▶ Work task: An exact copy of every entry is required, minus the pictures.

(Saved entries)
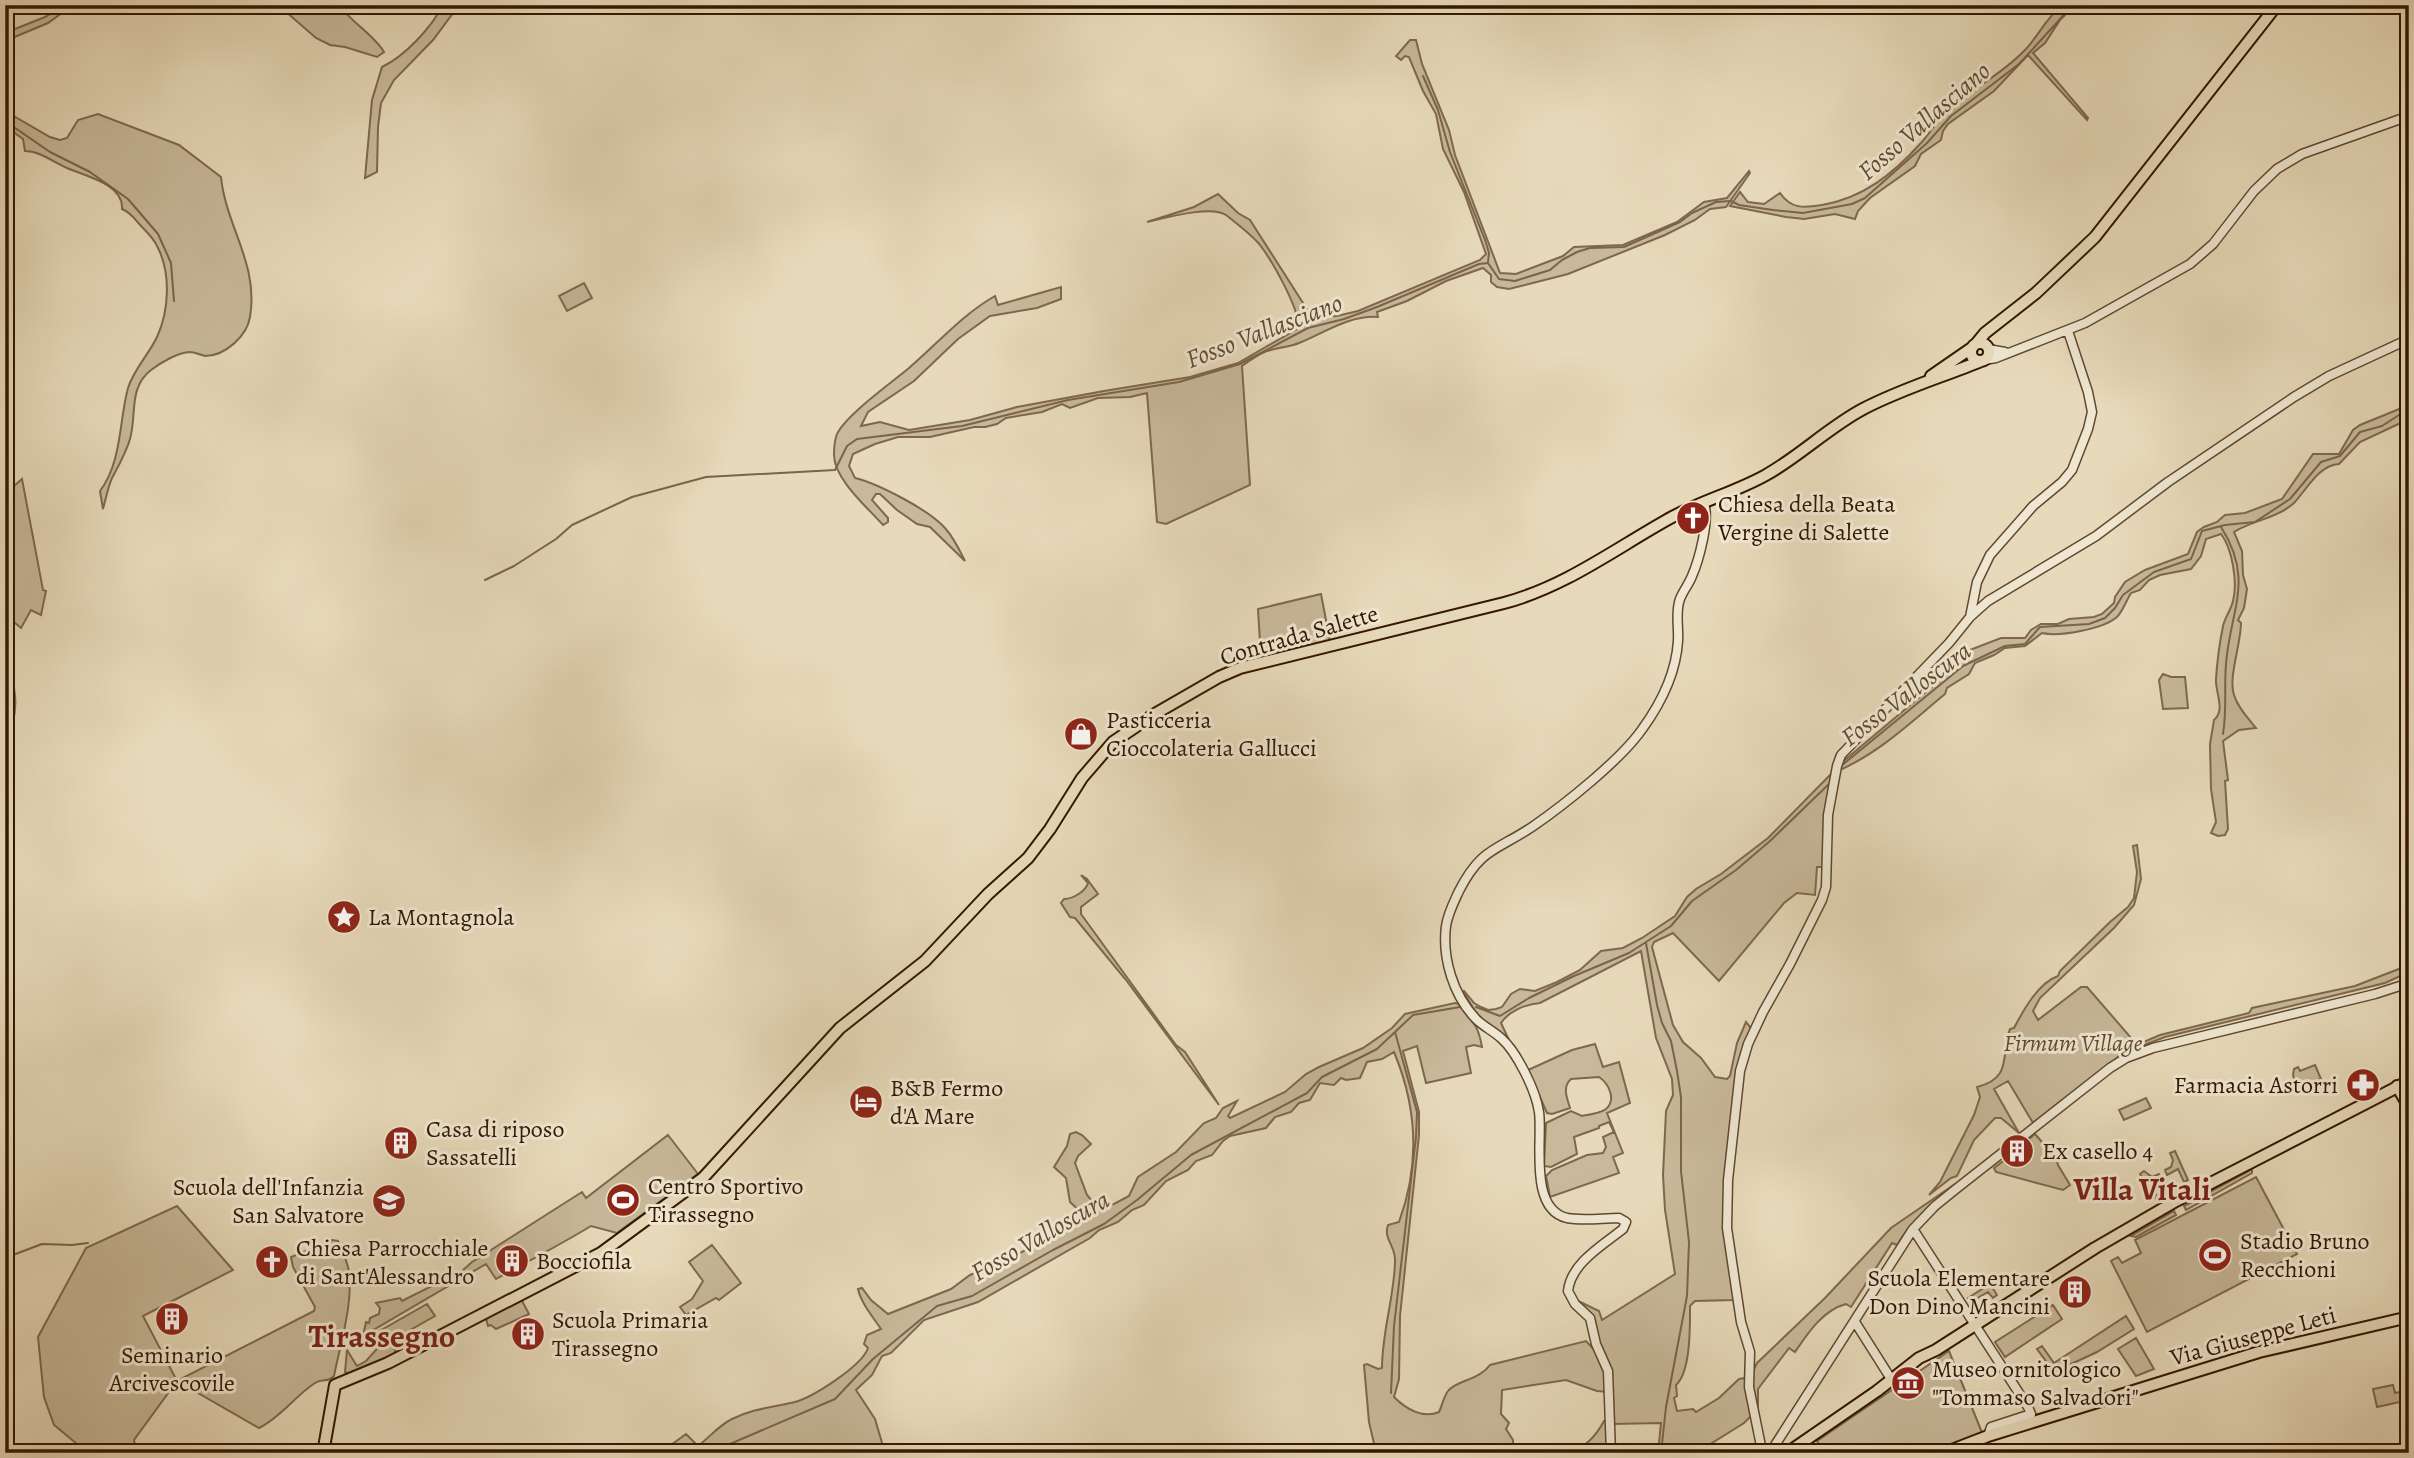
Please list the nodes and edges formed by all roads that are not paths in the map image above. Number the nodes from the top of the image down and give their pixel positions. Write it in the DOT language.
graph roads {
  1 [pos="2277,5"];
  2 [pos="2409,116"];
  3 [pos="2068,331"];
  4 [pos="2409,339"];
  5 [pos="1982,351"];
  6 [pos="1911,388"];
  7 [pos="1704,504"];
  8 [pos="1970,617"];
  9 [pos="2409,983"];
  10 [pos="2409,1081"];
  11 [pos="2398,1086"];
  12 [pos="2409,1107"];
  13 [pos="1913,1229"];
  14 [pos="2409,1317"];
  15 [pos="1855,1322"];
  16 [pos="1975,1325"];
  17 [pos="1892,1381"];
  18 [pos="1989,1436"];
  19 [pos="1764,1452"];
  20 [pos="323,1453"];
  21 [pos="1611,1453"];
  22 [pos="1787,1453"];
  23 [pos="1944,1453"];
  1 -- 5 [label="main road"];
  2 -- 3 [label="street"];
  3 -- 5 [label="street"];
  3 -- 8 [label="street"];
  4 -- 8 [label="street"];
  5 -- 6 [label="main road"];
  5 -- 6 [label="main road"];
  6 -- 7 [label="main road, Contrada Salette"];
  7 -- 20 [label="main road, Contrada Salette"];
  7 -- 21 [label="street"];
  8 -- 19 [label="street"];
  9 -- 13 [label="street"];
  10 -- 11 [label="main road"];
  11 -- 12 [label="main road"];
  11 -- 16 [label="main road"];
  13 -- 15 [label="street"];
  13 -- 16 [label="street"];
  14 -- 18 [label="main road, Via Giuseppe Leti"];
  15 -- 17 [label="street"];
  15 -- 19 [label="street"];
  16 -- 17 [label="main road"];
  16 -- 18 [label="street"];
  17 -- 22 [label="main road"];
  18 -- 23 [label="main road, Via Giuseppe Leti"];
}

▶ Answer to the exercise:
Please list the nodes and edges formed by all roads that are not paths in the map image above. Number the nodes from the top of the image down and give their pixel positions. Write it in the DOT language.
graph roads {
  1 [pos="2277,5"];
  2 [pos="2409,116"];
  3 [pos="2068,331"];
  4 [pos="2409,339"];
  5 [pos="1982,351"];
  6 [pos="1911,388"];
  7 [pos="1704,504"];
  8 [pos="1970,617"];
  9 [pos="2409,983"];
  10 [pos="2409,1081"];
  11 [pos="2398,1086"];
  12 [pos="2409,1107"];
  13 [pos="1913,1229"];
  14 [pos="2409,1317"];
  15 [pos="1855,1322"];
  16 [pos="1975,1325"];
  17 [pos="1892,1381"];
  18 [pos="1989,1436"];
  19 [pos="1764,1452"];
  20 [pos="323,1453"];
  21 [pos="1611,1453"];
  22 [pos="1787,1453"];
  23 [pos="1944,1453"];
  1 -- 5 [label="main road"];
  2 -- 3 [label="street"];
  3 -- 5 [label="street"];
  3 -- 8 [label="street"];
  4 -- 8 [label="street"];
  5 -- 6 [label="main road"];
  5 -- 6 [label="main road"];
  6 -- 7 [label="main road, Contrada Salette"];
  7 -- 20 [label="main road, Contrada Salette"];
  7 -- 21 [label="street"];
  8 -- 19 [label="street"];
  9 -- 13 [label="street"];
  10 -- 11 [label="main road"];
  11 -- 12 [label="main road"];
  11 -- 16 [label="main road"];
  13 -- 15 [label="street"];
  13 -- 16 [label="street"];
  14 -- 18 [label="main road, Via Giuseppe Leti"];
  15 -- 17 [label="street"];
  15 -- 19 [label="street"];
  16 -- 17 [label="main road"];
  16 -- 18 [label="street"];
  17 -- 22 [label="main road"];
  18 -- 23 [label="main road, Via Giuseppe Leti"];
}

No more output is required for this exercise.